I had to finally learn a little Python, but I got the keypad working the way I need by making a couple small changes to the on_key_press and on_key_release functions in numpad_input.py
` def on_key_press(self, event):
numpad = list(string.ascii_lowercase + string.digits[0:36])
if event.char is '.':
self.actions.quit_the_program()
elif event.char in numpad:
self.run_action_for_mapped_key(event.char)
else:
print('{} is not in keypad map'.format(event.char))`
` def on_key_release(self, event):
numpad = list(string.ascii_lowercase + string.digits[0:36])
if event.char in numpad:
self.check_key_release_settings(event.char)`
Not sure if there's a more elegant way to do achieve the same thing that wouldn't break your original keypad setup like this does, but it works fine for my purposes.
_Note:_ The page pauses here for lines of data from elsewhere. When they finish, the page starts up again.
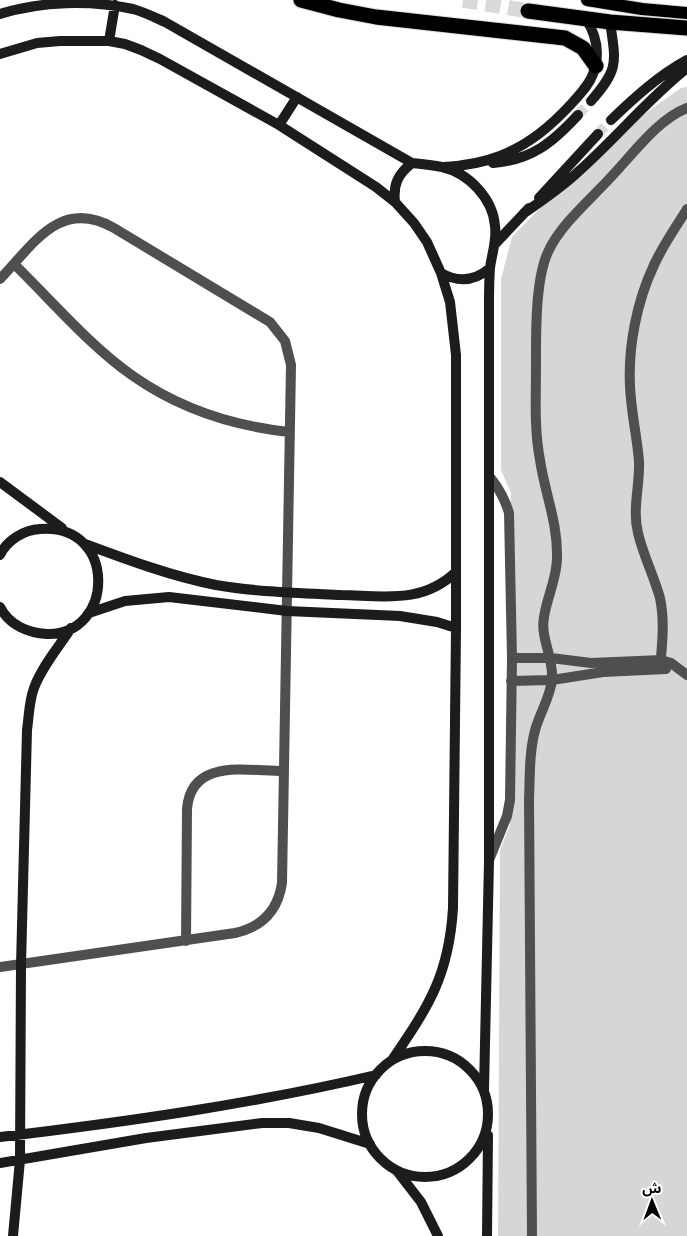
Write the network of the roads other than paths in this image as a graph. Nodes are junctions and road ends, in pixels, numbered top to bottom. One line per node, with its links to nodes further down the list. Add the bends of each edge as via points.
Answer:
1 (301, 0): 13 (highway, via 376,17 559,37 583,48)
2 (587, 0): 5 (main road)
3 (115, 5): 6 (street, via 55,3); 10 (street); 15 (street, via 165,22)
4 (528, 11): 7 (highway)
5 (687, 13)
6 (0, 14)
7 (586, 19): 8 (highway); 13 (street, via 597,45)
8 (610, 22): 9 (highway); 16 (street, via 613,68 607,82)
9 (687, 28)
10 (109, 41): 11 (street, via 37,43); 20 (street, via 160,59)
11 (0, 54)
12 (687, 60): 19 (street, via 654,81)
13 (596, 66): 23 (street, via 588,85 545,130 512,151)
14 (687, 68): 27 (street, via 580,171)
15 (297, 98): 20 (street); 22 (street)
16 (591, 101)
17 (687, 108): 47 (street, via 662,123 569,222 547,252 543,268 536,327 536,409 540,460 554,516 557,544 555,578 543,618)
18 (578, 115): 23 (street, via 560,135 531,154 510,161)
19 (611, 120)
20 (279, 125): 25 (street)
21 (598, 134): 27 (street)
22 (412, 163): 24 (street); 25 (street, via 396,179)
23 (476, 164): 24 (street)
24 (444, 167): 28 (street, via 480,189 491,207 496,225)
25 (395, 202): 31 (street, via 427,242)
26 (687, 209): 48 (street, via 650,274 630,352 631,404 639,464 635,511 641,544 661,606 664,634)
27 (524, 213): 28 (street)
28 (495, 244): 30 (street)
29 (14, 264): 32 (street); 33 (street, via 110,359 134,377 190,408 222,420); 33 (street, via 54,225 74,218 95,219 260,315 278,331 289,353)
30 (490, 268): 31 (street, via 467,280); 34 (street)
31 (441, 273): 39 (street, via 450,302 456,355)
32 (0, 279)
33 (289, 432): 40 (street)
34 (489, 476): 46 (street, via 498,487 509,513); 53 (street)
35 (0, 482): 36 (street)
36 (69, 533): 37 (street); 38 (street, via 51,528 33,529 16,537)
37 (85, 544): 40 (street, via 196,580); 43 (street, via 95,560 100,578 97,596)
38 (0, 555)
39 (456, 572): 40 (street, via 437,587 413,595); 45 (street)
40 (288, 593): 42 (street)
41 (0, 608): 44 (street, via 17,626 34,633 53,634)
42 (286, 611): 43 (street, via 169,597 125,602); 45 (street, via 400,616); 52 (street)
43 (89, 613): 44 (street)
44 (71, 628): 55 (street, via 42,672 30,704)
45 (456, 628): 57 (street, via 452,933 439,982)
46 (512, 658): 47 (street); 51 (street)
47 (551, 658): 48 (street); 50 (street)
48 (661, 665): 49 (street, via 674,666); 50 (street)
49 (687, 675)
50 (552, 680): 51 (street); 70 (street, via 532,748 529,799)
51 (511, 681): 53 (street, via 510,800)
52 (283, 772): 54 (street, via 282,882 275,906 258,925 247,930); 54 (street, via 215,771 198,781 191,790 187,809)
53 (489, 860): 59 (street)
54 (186, 941): 55 (street)
55 (21, 965): 56 (street); 61 (street)
56 (0, 967)
57 (392, 1060): 58 (street); 59 (street, via 409,1053 445,1054 475,1074)
58 (376, 1075): 61 (street, via 235,1104); 63 (street, via 366,1091 362,1109 363,1127)
59 (484, 1090): 60 (street, via 489,1108)
60 (488, 1127): 66 (street, via 473,1156 460,1167 428,1177); 69 (street)
61 (20, 1134): 62 (street); 64 (street)
62 (0, 1137)
63 (370, 1144): 64 (street, via 319,1128 262,1123 146,1138); 66 (street, via 377,1155)
64 (20, 1160): 65 (street); 67 (street)
65 (0, 1163)
66 (396, 1170): 68 (street, via 421,1202)
67 (13, 1236)
68 (438, 1236)
69 (487, 1236)
70 (532, 1236)

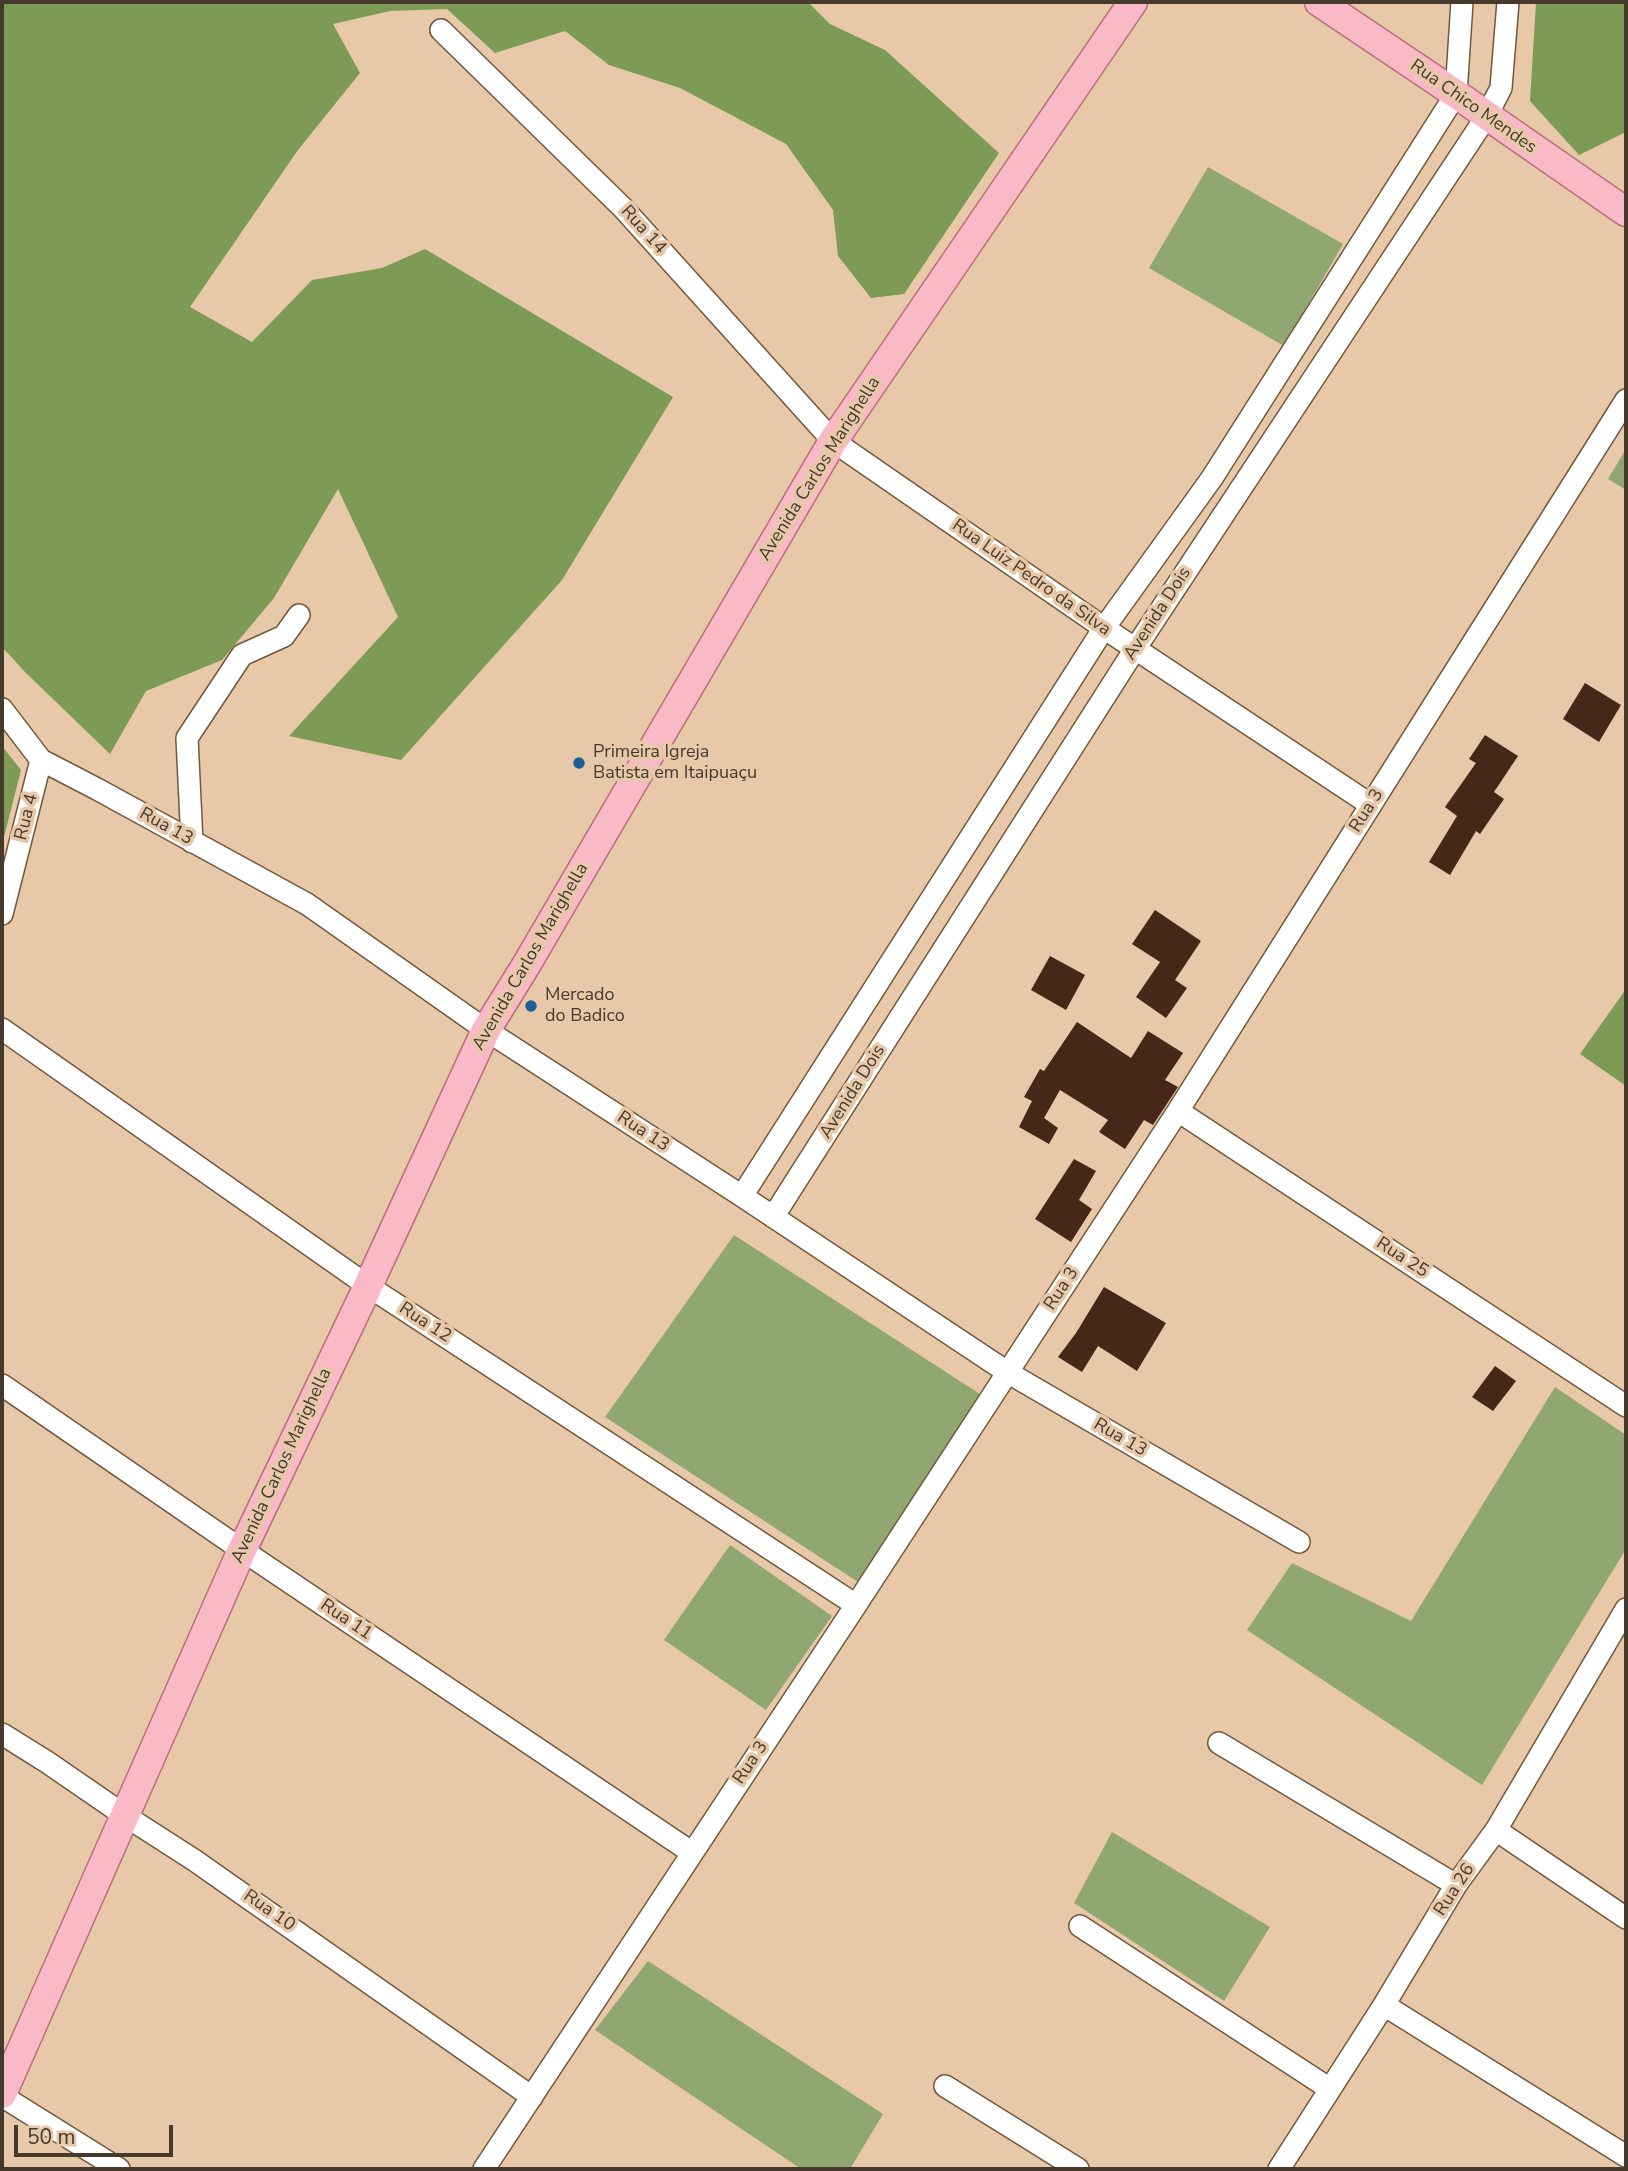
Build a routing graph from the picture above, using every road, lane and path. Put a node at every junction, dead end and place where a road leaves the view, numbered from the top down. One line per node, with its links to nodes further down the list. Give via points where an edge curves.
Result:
1 (1133, 2): 10 (main road, Avenida Carlos Marighella)
2 (1319, 2): 6 (main road, Rua Chico Mendes)
3 (1462, 2): 6 (street, Avenida Dois)
4 (1508, 2): 7 (street, Avenida Dois, via 1501,88)
5 (441, 30): 10 (street, Rua 14, via 623,208)
6 (1456, 94): 7 (main road, Rua Chico Mendes); 12 (street, Avenida Dois, via 1212,478)
7 (1486, 117): 8 (main road, Rua Chico Mendes); 13 (street, Avenida Dois)
8 (1626, 212)
9 (1626, 400): 16 (street, Rua 3)
10 (833, 441): 12 (street, Rua Luiz Pedro da Silva); 20 (main road, Avenida Carlos Marighella)
11 (299, 615): 17 (street, via 284,636 242,655 187,738)
12 (1104, 628): 13 (street, Rua Luiz Pedro da Silva); 22 (street, Avenida Dois)
13 (1135, 649): 16 (street, Rua Luiz Pedro da Silva); 23 (street, Avenida Dois)
14 (2, 709): 15 (street, Rua 13)
15 (41, 760): 17 (street, Rua 13); 18 (street, Rua 4)
16 (1371, 805): 21 (street, Rua 3)
17 (192, 842): 20 (street, Rua 13, via 307,904)
18 (2, 914)
19 (2, 1029): 24 (street, Rua 12)
20 (486, 1030): 22 (street, Rua 13); 24 (main road, Avenida Carlos Marighella)
21 (1178, 1111): 25 (street, Rua 3); 27 (street, Rua 25)
22 (742, 1196): 23 (street, Rua 13)
23 (773, 1217): 25 (street, Rua 13)
24 (368, 1286): 29 (main road, Avenida Carlos Marighella); 30 (street, Rua 12)
25 (1007, 1372): 28 (street, Rua 13); 30 (street, Rua 3)
26 (2, 1385): 29 (street, Rua 11)
27 (1626, 1406)
28 (1299, 1542)
29 (242, 1550): 34 (main road, Avenida Carlos Marighella); 36 (street, Rua 11)
30 (856, 1605): 36 (street, Rua 3)
31 (1626, 1609): 35 (street, Rua 26)
32 (2, 1734): 34 (street, Rua 10)
33 (1219, 1743): 37 (street)
34 (124, 1815): 43 (main road, Avenida Carlos Marighella); 44 (street, Rua 10, via 304,1935)
35 (1496, 1830): 37 (street, Rua 26); 38 (street)
36 (691, 1852): 44 (street, Rua 3)
37 (1456, 1885): 40 (street, Rua 26)
38 (1626, 1918)
39 (1080, 1927): 42 (street)
40 (1384, 2005): 42 (street, Rua 26); 45 (street)
41 (945, 2086): 48 (street)
42 (1330, 2089): 49 (street, Rua 26)
43 (2, 2095): 46 (street)
44 (531, 2097): 47 (street, Rua 3)
45 (1626, 2156)
46 (119, 2169)
47 (484, 2169)
48 (1078, 2169)
49 (1279, 2169)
I'm sure the network issue is something obvious I'm missing because of not needing to mess with network configuration or Linux very often.
Hey, I've been getting a lot of use out of this, just reopening to ask how plausible it is to implement support for pitch bend messages for this in addition to generic CC, to allow 14 bit resolution instead of 7 bit. I had a look at the code but it's over my head so far.
I've started working with large collections of footage in single video files ad using this to jump to locations, and it would be really nice to have finer resolution for working with 3-4 hour long videos. It's great for shorter 10-20 minute clips and works well with really long clips but being able to have finer control would open up more possibilities for storing a lot of footage as a chain in a single long video file while still being able to get a lot of variation out of a small range within that file.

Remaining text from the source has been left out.